You Could Actually Own One of Jerry Seinfeld’s Porsches

Brian Henniker/Courtesy of Gooding & Company

While owning a brand-new Porsche is a worthwhile life goal and owning a used one is a realistic goal, owning a classic one is a privilege enjoyed by few. Owning an entire fleet of classic Porsches? That's pretty rarified air, but everyone's favorite funny guy Jerry Seinfeld has one of the world’s finest collections.

And now he’s selling off three of them. In his own words: “I don't really even think of myself as a collector. I just love cars. And I still love these cars. But it's time to send some of them back into the world, for someone else to enjoy, as I have.”

If you happen to have won the Powerball, you can afford them (and adopt me), otherwise, you’re at least free to drool over Jerry’s classics.

Brian Henniker/Courtesy of Gooding & Company

1955 550 Spyder

Estimated sale price: $5,000,000-$6,000,000
The fact that the car is going to go for an absolutely insane dollar figure is secondary to the fact that it's quite literally the sibling of Lil Bastard, the arguably haunted and inarguably infamous 550 Spyder that claimed the life of James Dean and a few others.

Brian Henniker/Courtesy of Gooding & Company

1974 911 Carrera 3.0 IROC RSR

Estimated sale price: $1,200,000-$1,500,000
In the mid-1970s, the International Race of Champions -- as its name kinda implies -- pitted the best drivers from all over the world in a race against each other.
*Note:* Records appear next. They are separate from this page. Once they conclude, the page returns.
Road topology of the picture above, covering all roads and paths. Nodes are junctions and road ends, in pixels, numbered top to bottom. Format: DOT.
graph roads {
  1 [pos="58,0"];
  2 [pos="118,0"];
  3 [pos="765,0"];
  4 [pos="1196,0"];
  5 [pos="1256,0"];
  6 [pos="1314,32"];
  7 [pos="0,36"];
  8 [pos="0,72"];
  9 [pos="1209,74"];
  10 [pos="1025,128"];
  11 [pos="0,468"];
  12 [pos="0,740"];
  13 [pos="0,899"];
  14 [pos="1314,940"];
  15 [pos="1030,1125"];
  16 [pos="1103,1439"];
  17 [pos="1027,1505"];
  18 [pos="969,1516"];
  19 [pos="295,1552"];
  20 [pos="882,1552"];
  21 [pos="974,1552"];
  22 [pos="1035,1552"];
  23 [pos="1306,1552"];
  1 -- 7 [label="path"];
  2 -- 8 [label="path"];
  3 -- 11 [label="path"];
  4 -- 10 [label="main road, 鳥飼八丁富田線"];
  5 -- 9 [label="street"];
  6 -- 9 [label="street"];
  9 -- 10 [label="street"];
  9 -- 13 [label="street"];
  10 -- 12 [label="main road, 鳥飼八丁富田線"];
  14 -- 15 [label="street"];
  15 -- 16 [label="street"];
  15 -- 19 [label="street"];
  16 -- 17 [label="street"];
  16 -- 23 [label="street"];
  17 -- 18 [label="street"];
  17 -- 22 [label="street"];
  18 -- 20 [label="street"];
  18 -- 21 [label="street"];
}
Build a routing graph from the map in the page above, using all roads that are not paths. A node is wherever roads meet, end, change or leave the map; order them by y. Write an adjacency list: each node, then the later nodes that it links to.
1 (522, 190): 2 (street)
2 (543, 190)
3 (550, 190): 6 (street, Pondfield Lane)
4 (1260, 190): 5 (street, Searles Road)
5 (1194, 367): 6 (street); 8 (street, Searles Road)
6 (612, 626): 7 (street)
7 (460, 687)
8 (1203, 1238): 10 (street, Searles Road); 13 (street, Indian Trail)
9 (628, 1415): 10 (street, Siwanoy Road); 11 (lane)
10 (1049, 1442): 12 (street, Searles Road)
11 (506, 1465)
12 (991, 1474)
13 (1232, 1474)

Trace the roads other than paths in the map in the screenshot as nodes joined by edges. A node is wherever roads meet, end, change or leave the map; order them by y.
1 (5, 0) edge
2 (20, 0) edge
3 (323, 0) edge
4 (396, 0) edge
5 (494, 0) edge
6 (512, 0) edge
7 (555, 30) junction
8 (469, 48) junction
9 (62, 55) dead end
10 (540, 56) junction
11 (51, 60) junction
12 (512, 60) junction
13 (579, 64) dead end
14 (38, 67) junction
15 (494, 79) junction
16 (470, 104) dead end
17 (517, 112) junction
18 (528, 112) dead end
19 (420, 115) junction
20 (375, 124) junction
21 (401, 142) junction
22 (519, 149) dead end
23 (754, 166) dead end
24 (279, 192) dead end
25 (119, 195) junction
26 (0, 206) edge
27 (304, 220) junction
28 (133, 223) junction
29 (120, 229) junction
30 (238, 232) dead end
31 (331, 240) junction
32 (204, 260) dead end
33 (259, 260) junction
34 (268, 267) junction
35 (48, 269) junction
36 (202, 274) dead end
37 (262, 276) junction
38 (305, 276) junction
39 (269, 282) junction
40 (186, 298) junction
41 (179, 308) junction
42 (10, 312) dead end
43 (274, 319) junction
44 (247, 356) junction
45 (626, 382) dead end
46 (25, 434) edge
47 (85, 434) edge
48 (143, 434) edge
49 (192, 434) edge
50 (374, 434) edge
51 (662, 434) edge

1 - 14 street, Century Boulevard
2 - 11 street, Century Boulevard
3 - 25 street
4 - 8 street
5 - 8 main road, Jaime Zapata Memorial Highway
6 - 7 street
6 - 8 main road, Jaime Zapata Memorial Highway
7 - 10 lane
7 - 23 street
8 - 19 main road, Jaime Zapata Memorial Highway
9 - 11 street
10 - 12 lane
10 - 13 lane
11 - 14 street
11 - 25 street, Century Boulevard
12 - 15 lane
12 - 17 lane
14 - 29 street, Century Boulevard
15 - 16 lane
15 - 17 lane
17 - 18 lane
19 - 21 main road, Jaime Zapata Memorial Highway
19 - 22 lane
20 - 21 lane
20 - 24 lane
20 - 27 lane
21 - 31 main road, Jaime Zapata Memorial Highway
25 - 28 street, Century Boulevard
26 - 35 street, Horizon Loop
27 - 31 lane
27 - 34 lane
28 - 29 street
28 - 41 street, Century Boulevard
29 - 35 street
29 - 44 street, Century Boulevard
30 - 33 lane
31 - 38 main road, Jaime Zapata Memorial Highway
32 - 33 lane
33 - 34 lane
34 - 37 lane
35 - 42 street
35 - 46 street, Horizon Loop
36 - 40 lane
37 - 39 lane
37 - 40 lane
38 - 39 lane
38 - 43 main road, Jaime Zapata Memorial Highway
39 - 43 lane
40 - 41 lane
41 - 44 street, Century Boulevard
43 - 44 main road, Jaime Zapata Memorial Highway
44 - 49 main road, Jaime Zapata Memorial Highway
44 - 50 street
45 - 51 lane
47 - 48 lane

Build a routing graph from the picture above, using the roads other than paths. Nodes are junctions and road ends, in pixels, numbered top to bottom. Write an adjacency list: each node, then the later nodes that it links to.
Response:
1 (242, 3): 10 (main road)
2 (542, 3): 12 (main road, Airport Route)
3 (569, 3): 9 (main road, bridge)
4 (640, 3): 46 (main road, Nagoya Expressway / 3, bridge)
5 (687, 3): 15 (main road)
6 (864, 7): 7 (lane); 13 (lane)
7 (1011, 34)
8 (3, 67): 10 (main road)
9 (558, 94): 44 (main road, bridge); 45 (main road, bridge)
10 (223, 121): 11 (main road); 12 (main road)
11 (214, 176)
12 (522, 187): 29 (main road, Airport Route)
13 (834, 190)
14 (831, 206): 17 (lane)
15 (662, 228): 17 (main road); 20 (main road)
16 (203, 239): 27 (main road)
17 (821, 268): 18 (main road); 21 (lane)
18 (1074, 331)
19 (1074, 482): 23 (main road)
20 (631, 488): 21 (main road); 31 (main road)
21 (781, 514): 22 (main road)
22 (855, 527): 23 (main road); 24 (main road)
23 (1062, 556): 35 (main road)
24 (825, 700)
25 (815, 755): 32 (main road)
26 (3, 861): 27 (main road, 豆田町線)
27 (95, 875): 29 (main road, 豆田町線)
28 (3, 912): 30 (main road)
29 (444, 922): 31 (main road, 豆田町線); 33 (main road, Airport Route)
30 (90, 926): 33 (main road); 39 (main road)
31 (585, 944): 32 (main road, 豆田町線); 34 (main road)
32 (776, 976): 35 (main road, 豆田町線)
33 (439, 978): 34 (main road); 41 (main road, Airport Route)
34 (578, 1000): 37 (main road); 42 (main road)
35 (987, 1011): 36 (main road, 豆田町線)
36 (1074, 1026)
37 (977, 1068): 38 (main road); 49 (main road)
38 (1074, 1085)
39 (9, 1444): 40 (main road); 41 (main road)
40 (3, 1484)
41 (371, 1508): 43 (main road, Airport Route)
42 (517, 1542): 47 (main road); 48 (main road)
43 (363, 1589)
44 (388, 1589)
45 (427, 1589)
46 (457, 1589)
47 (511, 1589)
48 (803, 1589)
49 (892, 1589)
NASCAR guys like Richard Petty and A.J. Foyt squared off with Formula 1 World Champions like Emerson Fittipaldi and Denis Hulme. This particular car was raced by Peter Revson, an American F1 driver who also happened to be heir to the billion-dollar Revlon empire (yes, Revlon as in makeup). He finished second in the IROC championship in this car, just a month before dying in the 1974 South African Grand Prix.

Brian Henniker/Courtesy of Gooding & Company

1958 356 A 1500 GS/GT Carrera Speedster

Estimated sale price: $2,000,000-$2,500,000
There is an awful lot of rarity going on with this car, besides the fact that Jerry owns it. It's basically a street legal race car, with lightweight body panels, the rather obvious roll bar, and the not-nearly-as-obvious advanced engine and ultra-rare color.